Building upon these protection plans, GuardDuty offers Extended Threat Detection by default at no additional cost, using AI/ML capabilities to provide improved threat detection for your applications, workloads, and data. This capability correlates security signals to identify active threat sequences, offering a more comprehensive approach to cloud security.

Extended Threat Detection includes a Critical severity level for the most urgent and high-confidence threats based on correlating multiple steps taken by adversaries, such as privilege discovery, API manipulation, persistence activities, and data exfiltration. Integration with the MITRE ATT&CK® framework allows GuardDuty to map observed activities to tactics and techniques, providing context for security teams. To help teams respond quickly, GuardDuty provides specific remediation recommendations based on AWS best practices for each identified threat.

Real-world protection: Extended Threat Detection in action

To understand how GuardDuty protection plans and Extended Threat Detection work together in practice, let’s examine two sophisticated threat scenarios that security teams commonly face: data compromise and container cluster compromise.

Data compromise detection

GuardDuty Extended Threat Detection continuously analyzes and correlates events across multiple protection plans, providing comprehensive visibility when data compromise attempts occur in Amazon S3. For example, in a recent incident, GuardDuty identified a critical severity attack sequence spanning 24 hours. The sequence began with discovery actions through unusual S3 API calls, progressed to defense evasion through CloudTrail modifications, and culminated in potential data exfiltration attempts.
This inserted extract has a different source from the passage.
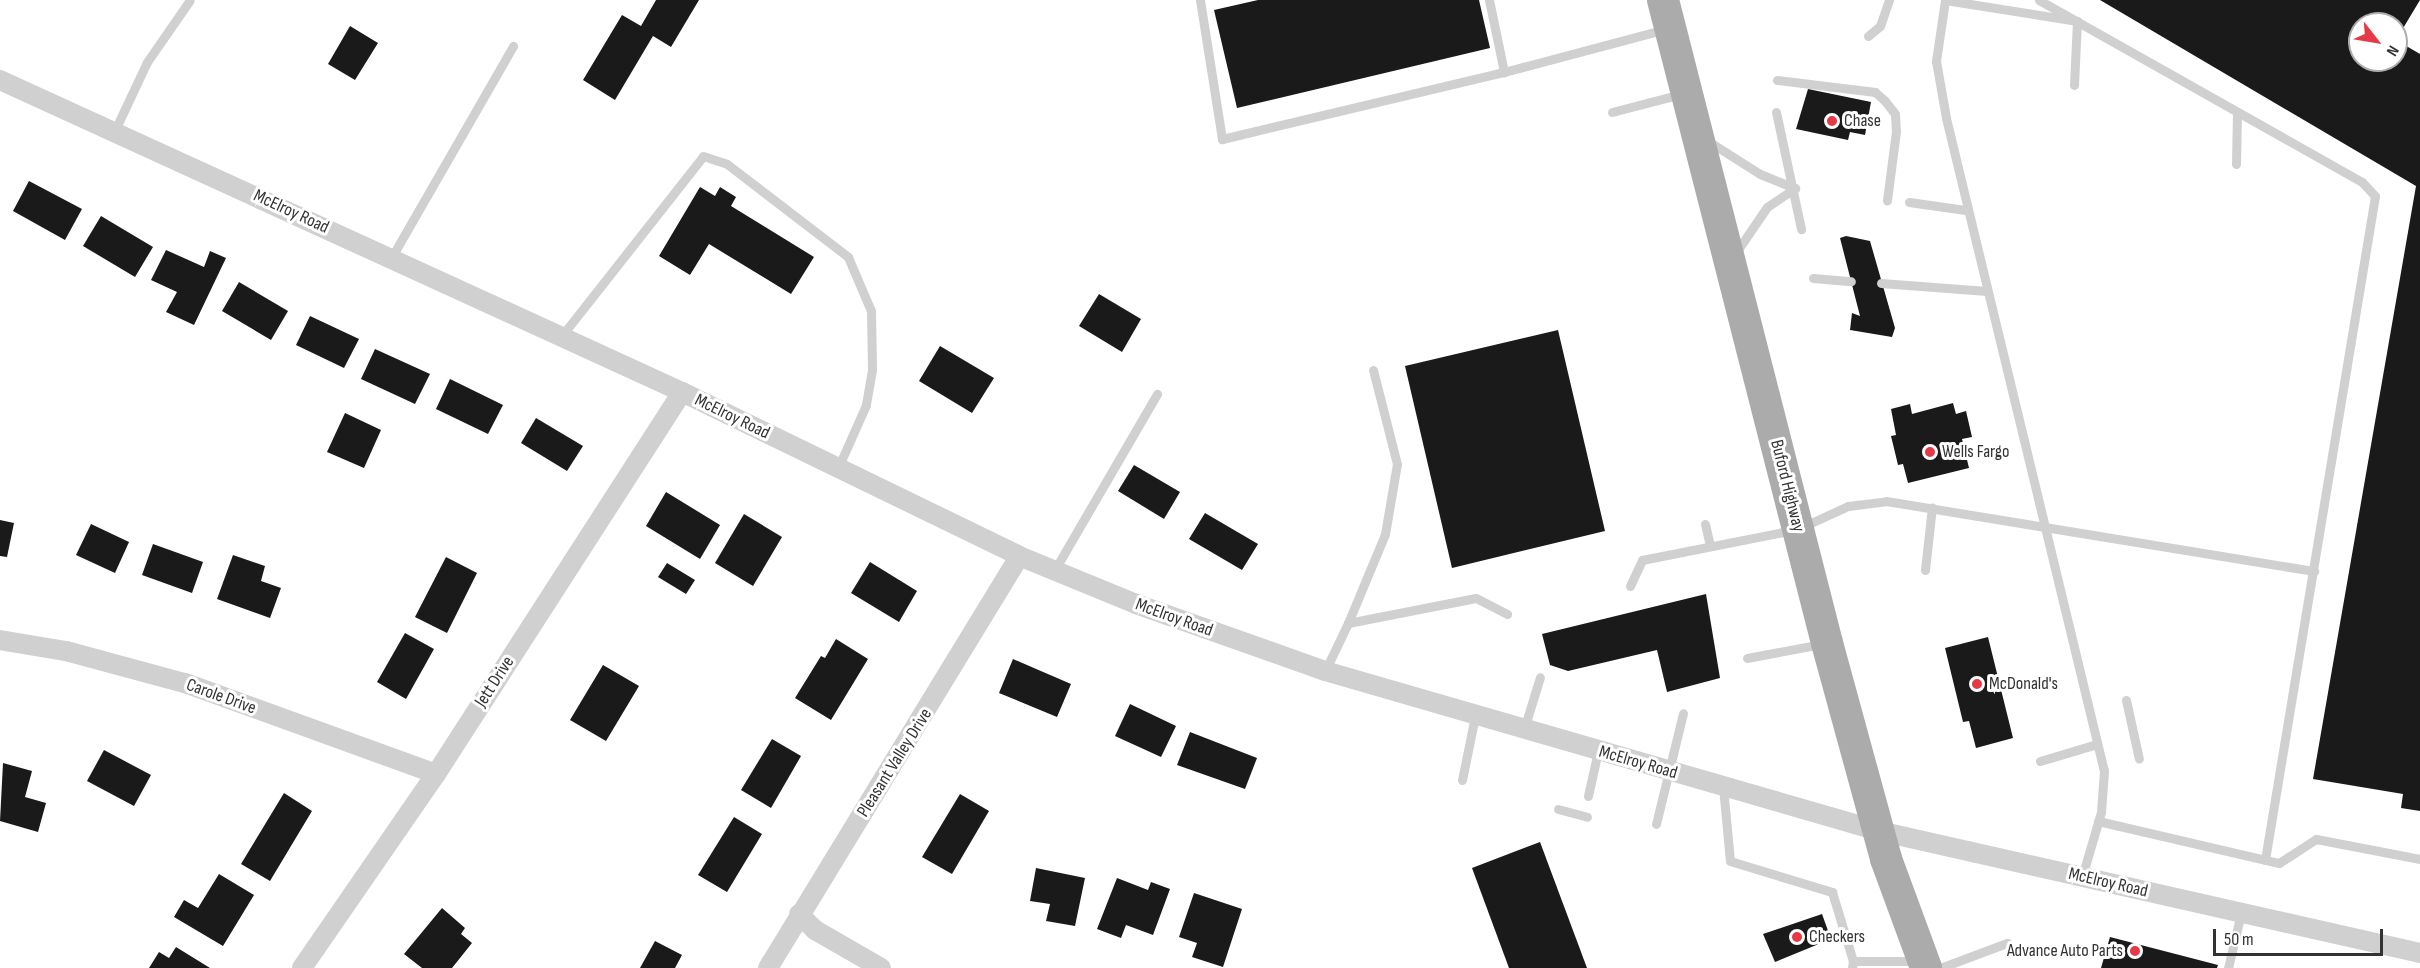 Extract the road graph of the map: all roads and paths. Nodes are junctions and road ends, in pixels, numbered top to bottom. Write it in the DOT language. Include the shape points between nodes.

During the discovery phase, S3 Protection detected an IAM role making unusual ListBuckets and GetObject API calls across multiple buckets—a significant deviation from their normal pattern of accessing only specific assigned buckets. Extended Threat Detection then correlated this suspicious activity with subsequent actions from the same IAM role: attempts to disable CloudTrail logging and modify bucket policies (classic signs of defense evasion), followed by the creation of new access keys. This connected sequence of events, all from the same identity, indicated a progressing exploit moving from initial discovery to establishing persistence through credential creation.

Container environment compromise

Protecting containerized environments requires visibility across multiple layers of your Amazon EKS infrastructure. GuardDuty combines signals from EKS control plane (through EKS Protection), container runtime behavior (through Runtime Monitoring), and foundational infrastructure logs to provide comprehensive threat detection for your Kubernetes clusters. For example, EKS Protection detects suspicious activities at the Kubernetes control plane level, such as unusual kubernetes API server authentication attempts or the creation of service accounts with elevated permissions. Runtime Monitoring provides visibility into container behavior, identifying unexpected privileged commands or suspicious file system access. Together with foundational logs, these components provide multi-layer threat detection for your container workloads.
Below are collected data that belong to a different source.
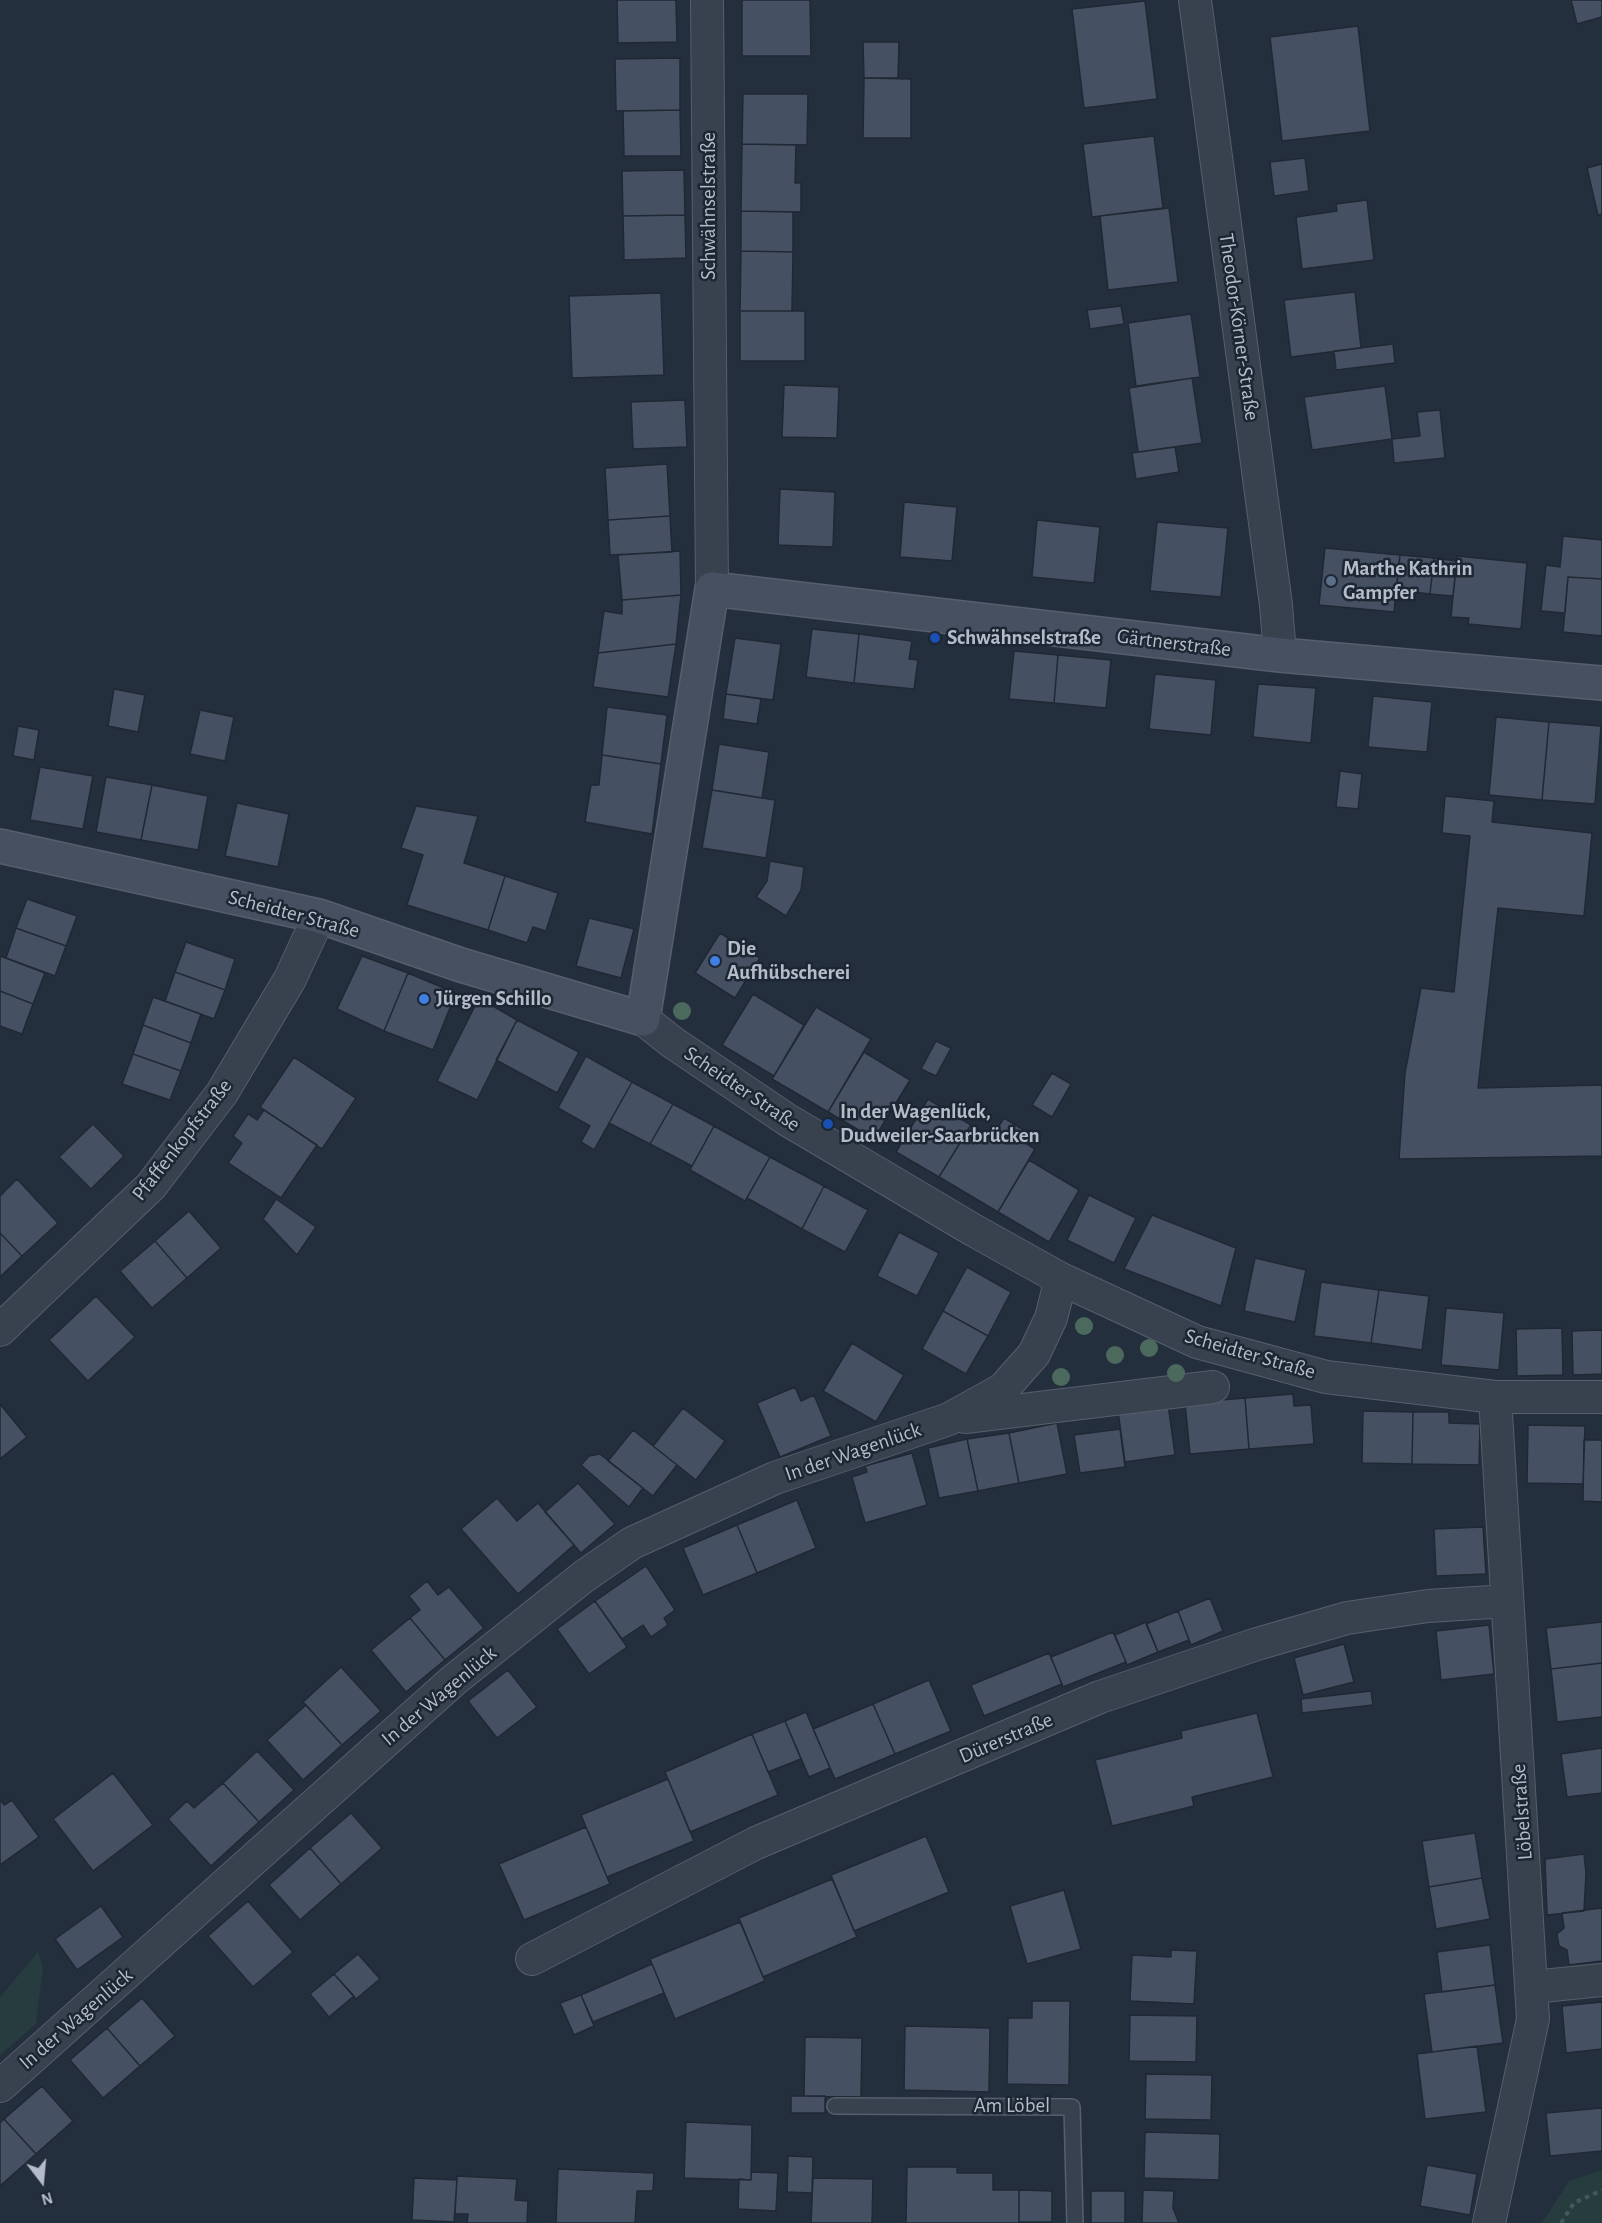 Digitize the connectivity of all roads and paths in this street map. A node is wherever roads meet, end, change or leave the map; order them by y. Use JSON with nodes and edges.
{"nodes":[{"id":1,"x":707,"y":0,"type":"edge"},
{"id":2,"x":1195,"y":0,"type":"edge"},
{"id":3,"x":712,"y":589,"type":"junction"},
{"id":4,"x":1280,"y":655,"type":"junction"},
{"id":5,"x":1602,"y":683,"type":"edge"},
{"id":6,"x":0,"y":846,"type":"edge"},
{"id":7,"x":319,"y":916,"type":"junction"},
{"id":8,"x":643,"y":1019,"type":"junction"},
{"id":9,"x":1061,"y":1279,"type":"junction"},
{"id":10,"x":0,"y":1330,"type":"edge"},
{"id":11,"x":1214,"y":1387,"type":"dead end"},
{"id":12,"x":1495,"y":1397,"type":"junction"},
{"id":13,"x":1602,"y":1397,"type":"edge"},
{"id":14,"x":949,"y":1419,"type":"junction"},
{"id":15,"x":1507,"y":1601,"type":"junction"},
{"id":16,"x":532,"y":1959,"type":"dead end"},
{"id":17,"x":1602,"y":1980,"type":"edge"},
{"id":18,"x":1533,"y":1987,"type":"junction"},
{"id":19,"x":0,"y":2086,"type":"edge"},
{"id":20,"x":836,"y":2106,"type":"dead end"},
{"id":21,"x":1602,"y":2190,"type":"edge"},
{"id":22,"x":1075,"y":2223,"type":"edge"},
{"id":23,"x":1489,"y":2223,"type":"edge"},
{"id":24,"x":1561,"y":2223,"type":"edge"}],
"edges":[{"from":1,"to":3,"type":"street","name":"Schwähnselstraße"},
{"from":2,"to":4,"type":"street","name":"Theodor-Körner-Straße"},
{"from":3,"to":4,"type":"street","name":"Gärtnerstraße"},
{"from":3,"to":8,"type":"street","name":"Schwähnselstraße"},
{"from":4,"to":5,"type":"street","name":"Gärtnerstraße"},
{"from":6,"to":7,"type":"street","name":"Scheidter Straße"},
{"from":7,"to":8,"type":"street","name":"Scheidter Straße"},
{"from":7,"to":10,"type":"street","name":"Pfaffenkopfstraße"},
{"from":8,"to":9,"type":"street","name":"Scheidter Straße"},
{"from":9,"to":12,"type":"street","name":"Scheidter Straße"},
{"from":9,"to":14,"type":"street","name":"In der Wagenlück"},
{"from":11,"to":14,"type":"street","name":"In der Wagenlück"},
{"from":12,"to":13,"type":"street","name":"Scheidter Straße"},
{"from":12,"to":15,"type":"street","name":"Löbelstraße"},
{"from":14,"to":19,"type":"street","name":"In der Wagenlück"},
{"from":15,"to":16,"type":"street","name":"Dürerstraße"},
{"from":15,"to":18,"type":"street","name":"Löbelstraße"},
{"from":17,"to":18,"type":"street"},
{"from":18,"to":23,"type":"street","name":"Löbelstraße"},
{"from":20,"to":22,"type":"lane","name":"Am Löbel"},
{"from":21,"to":24,"type":"path"}]}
Here’s how these components worked together in detecting an attack sequence: The exploit began when EKS Protection detected unusual Kubernetes API server authentication attempts from a container within the cluster. Runtime Monitoring simultaneously observed commands that deviated from the container’s baseline behavior, such as privilege escalation attempts and unauthorized system calls. As the exploit progressed, GuardDuty detected the creation of a Kubernetes service account with elevated permissions, followed by attempts to mount sensitive host paths to containers.

The scenario then escalated when the compromised Kubernetes Pod established connections to other Pods across namespaces, suggesting lateral movement. GuardDuty Extended Threat Detection correlated these events with the Pod accessing sensitive Kubernetes secrets and AWS credentials stored in Kubernetes ConfigMaps. The final stage revealed the compromised Pod making AWS API calls using stolen credentials, targeting resources outside the cluster’s normal operational scope.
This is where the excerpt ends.